August 26th 2008. Second day of school my junior year in high school is when the journey began. My little sister Morgan (a sophomore in high school) had been in the hospital for two days. The MRI results were fast. It was a brain tumor. Surgery was scheduled for August 28th. It was a ten hour surgery. Our family was anxious. The doctors took my mother and father into a private area of the waiting room, to conclude that the tumor was cancerous. This was just the beginning.
When Morgan and I were little, I demanded attention. I wanted to be noticed more than she was. That was hard. She was the toddler with baby blue eyes, and platinum blonde hair that no one could resist. I was, well, I was your average little girl. As we grew older together our differences became more clear. Morgan was the girl, who did not need all the attention, and she loved silently cruising around, not everyone needed to notice her. I was the opposite. She was the smart ornery girl, and I was the smart sweet girl. Etc, etc. When cancer came into the picture it switched everything around.
During the fall of my junior year, I would come home to an empty house. Dad at work, Mom and sister at the hospital. And, occasionally someone would drop dinner by at the door. This was the life I was getting used to. It sucked.
I hardly ever got to see my sister during the fall. I had soccer for high school everyday until 6 or later. So I had no idea what she was going through all day. I just wanted my family back. I wanted a little attention.
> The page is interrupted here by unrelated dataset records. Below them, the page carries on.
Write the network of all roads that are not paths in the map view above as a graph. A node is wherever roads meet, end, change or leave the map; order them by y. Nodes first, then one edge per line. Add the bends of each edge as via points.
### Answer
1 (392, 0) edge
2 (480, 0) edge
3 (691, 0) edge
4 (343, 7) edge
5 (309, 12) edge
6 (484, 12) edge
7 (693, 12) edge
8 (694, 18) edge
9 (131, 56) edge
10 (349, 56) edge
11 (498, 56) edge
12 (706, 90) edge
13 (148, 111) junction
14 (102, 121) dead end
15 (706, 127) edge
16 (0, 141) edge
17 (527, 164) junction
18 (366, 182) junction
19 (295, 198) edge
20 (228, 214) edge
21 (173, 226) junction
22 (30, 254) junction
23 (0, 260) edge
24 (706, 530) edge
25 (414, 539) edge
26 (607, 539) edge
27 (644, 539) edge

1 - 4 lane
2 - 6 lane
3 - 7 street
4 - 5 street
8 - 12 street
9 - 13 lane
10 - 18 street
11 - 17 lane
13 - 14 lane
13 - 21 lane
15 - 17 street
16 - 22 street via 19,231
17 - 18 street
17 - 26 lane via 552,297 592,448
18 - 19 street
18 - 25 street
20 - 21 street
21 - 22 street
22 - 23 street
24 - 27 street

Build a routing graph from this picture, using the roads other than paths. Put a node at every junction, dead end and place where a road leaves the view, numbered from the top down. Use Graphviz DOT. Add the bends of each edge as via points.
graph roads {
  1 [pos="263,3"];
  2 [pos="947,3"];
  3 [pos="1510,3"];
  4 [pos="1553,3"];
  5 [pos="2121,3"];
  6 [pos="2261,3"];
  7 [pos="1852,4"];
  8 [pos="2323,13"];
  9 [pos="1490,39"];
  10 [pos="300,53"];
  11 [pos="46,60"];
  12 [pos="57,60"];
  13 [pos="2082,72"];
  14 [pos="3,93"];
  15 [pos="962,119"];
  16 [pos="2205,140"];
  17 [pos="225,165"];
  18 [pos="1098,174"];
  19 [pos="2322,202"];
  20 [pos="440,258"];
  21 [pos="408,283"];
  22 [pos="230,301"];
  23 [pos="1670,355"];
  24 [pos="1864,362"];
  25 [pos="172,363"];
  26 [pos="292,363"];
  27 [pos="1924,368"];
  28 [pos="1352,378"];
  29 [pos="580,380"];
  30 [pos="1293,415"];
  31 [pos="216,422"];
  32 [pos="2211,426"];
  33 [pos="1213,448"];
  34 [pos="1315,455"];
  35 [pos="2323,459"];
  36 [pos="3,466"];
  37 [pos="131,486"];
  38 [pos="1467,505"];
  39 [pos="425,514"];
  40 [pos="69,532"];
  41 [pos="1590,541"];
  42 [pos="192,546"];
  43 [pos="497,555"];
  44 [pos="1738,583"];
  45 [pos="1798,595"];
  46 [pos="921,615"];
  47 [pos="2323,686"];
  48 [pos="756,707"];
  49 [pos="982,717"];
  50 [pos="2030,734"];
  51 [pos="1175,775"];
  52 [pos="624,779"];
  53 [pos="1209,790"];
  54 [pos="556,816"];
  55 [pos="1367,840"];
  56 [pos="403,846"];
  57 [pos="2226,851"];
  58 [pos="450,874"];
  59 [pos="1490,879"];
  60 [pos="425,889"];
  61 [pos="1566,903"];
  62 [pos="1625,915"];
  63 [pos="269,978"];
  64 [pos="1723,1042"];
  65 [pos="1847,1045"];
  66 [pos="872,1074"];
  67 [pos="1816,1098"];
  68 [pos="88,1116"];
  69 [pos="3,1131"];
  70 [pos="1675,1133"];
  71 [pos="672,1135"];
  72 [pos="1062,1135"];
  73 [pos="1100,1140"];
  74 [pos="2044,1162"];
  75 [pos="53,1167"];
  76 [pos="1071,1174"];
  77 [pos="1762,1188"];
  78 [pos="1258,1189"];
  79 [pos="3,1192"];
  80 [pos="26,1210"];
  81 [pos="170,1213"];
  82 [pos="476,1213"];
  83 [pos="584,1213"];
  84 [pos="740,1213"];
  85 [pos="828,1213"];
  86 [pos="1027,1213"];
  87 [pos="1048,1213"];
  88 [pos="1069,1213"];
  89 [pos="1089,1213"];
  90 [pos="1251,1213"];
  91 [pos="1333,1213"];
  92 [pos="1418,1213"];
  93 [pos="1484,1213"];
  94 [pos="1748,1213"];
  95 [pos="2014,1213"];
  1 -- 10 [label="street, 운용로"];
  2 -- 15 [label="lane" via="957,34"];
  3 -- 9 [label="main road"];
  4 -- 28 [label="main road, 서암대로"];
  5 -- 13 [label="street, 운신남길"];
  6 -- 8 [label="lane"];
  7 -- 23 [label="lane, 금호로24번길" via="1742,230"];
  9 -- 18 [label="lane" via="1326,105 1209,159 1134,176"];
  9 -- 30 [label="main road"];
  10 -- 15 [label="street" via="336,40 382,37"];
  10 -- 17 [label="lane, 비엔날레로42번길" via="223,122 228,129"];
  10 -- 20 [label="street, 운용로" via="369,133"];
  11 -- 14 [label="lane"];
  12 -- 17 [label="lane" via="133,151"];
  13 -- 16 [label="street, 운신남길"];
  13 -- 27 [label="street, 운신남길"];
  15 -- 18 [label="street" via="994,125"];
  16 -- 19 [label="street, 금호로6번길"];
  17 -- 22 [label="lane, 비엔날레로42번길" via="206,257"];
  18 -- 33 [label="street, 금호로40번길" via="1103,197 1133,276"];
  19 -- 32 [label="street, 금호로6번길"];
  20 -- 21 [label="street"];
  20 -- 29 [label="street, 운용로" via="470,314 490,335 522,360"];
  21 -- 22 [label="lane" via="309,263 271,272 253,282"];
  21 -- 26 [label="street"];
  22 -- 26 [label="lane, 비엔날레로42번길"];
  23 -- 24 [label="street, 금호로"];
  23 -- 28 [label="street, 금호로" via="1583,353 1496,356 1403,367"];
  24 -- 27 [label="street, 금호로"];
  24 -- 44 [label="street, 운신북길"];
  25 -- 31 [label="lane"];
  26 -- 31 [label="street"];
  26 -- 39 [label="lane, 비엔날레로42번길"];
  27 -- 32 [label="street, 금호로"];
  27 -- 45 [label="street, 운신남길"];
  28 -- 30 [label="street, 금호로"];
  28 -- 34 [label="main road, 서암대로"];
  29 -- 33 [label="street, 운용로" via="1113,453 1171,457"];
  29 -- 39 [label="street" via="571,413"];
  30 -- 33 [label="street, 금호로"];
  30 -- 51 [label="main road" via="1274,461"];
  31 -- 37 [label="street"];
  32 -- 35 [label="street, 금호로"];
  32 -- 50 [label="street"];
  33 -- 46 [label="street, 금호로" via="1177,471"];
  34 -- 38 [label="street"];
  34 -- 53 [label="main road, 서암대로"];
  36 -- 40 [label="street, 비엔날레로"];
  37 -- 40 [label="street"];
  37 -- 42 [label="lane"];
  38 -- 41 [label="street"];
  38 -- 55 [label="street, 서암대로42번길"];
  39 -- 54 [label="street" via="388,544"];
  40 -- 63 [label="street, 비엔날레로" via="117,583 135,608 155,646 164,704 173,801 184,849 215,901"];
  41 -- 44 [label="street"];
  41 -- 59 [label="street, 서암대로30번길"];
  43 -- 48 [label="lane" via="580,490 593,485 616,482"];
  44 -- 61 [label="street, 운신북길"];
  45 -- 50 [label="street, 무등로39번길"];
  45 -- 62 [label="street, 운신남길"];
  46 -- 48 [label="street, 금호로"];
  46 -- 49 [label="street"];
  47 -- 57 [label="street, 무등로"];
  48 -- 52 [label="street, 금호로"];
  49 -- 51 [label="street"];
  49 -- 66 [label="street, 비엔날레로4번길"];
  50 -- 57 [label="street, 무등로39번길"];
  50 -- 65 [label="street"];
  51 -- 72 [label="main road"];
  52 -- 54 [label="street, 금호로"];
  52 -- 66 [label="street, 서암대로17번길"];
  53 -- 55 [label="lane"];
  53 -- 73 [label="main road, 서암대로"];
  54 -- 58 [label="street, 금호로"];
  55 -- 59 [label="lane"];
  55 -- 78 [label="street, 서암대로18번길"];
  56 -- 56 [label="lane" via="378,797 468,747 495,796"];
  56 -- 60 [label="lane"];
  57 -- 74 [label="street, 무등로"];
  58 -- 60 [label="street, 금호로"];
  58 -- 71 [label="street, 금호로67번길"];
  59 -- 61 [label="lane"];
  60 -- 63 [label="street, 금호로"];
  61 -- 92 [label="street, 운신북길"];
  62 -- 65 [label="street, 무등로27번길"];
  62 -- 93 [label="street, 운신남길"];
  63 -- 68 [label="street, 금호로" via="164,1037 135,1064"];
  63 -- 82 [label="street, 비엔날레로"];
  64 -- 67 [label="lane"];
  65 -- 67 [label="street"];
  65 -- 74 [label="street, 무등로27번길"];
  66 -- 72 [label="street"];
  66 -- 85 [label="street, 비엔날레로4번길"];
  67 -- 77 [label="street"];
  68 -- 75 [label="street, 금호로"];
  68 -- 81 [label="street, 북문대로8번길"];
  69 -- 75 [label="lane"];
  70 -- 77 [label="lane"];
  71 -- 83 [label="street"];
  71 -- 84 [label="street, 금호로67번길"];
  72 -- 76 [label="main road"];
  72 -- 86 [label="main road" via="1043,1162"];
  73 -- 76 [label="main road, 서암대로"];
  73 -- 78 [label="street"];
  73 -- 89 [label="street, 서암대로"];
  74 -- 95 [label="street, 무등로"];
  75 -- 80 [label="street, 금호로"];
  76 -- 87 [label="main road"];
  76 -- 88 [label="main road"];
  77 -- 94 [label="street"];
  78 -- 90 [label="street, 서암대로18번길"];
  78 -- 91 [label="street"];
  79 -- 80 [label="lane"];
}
Being alone for just those few weeks really had an effect on me. I felt bitter. I felt like I didn’t care. I never had the time to see my sister. And, let alone see my family, together. I started becoming more ornery in my sisters place. I missed her”meanness” around the house. And, she became more nice. “Please”, and “thank you” were in almost every sentence. It bothered me in the beginning. This isn’t my sister I would think to myself. But, it was, and cancer was changing a lot of things that I didn’t want to change. And, I couldn’t do anything about it.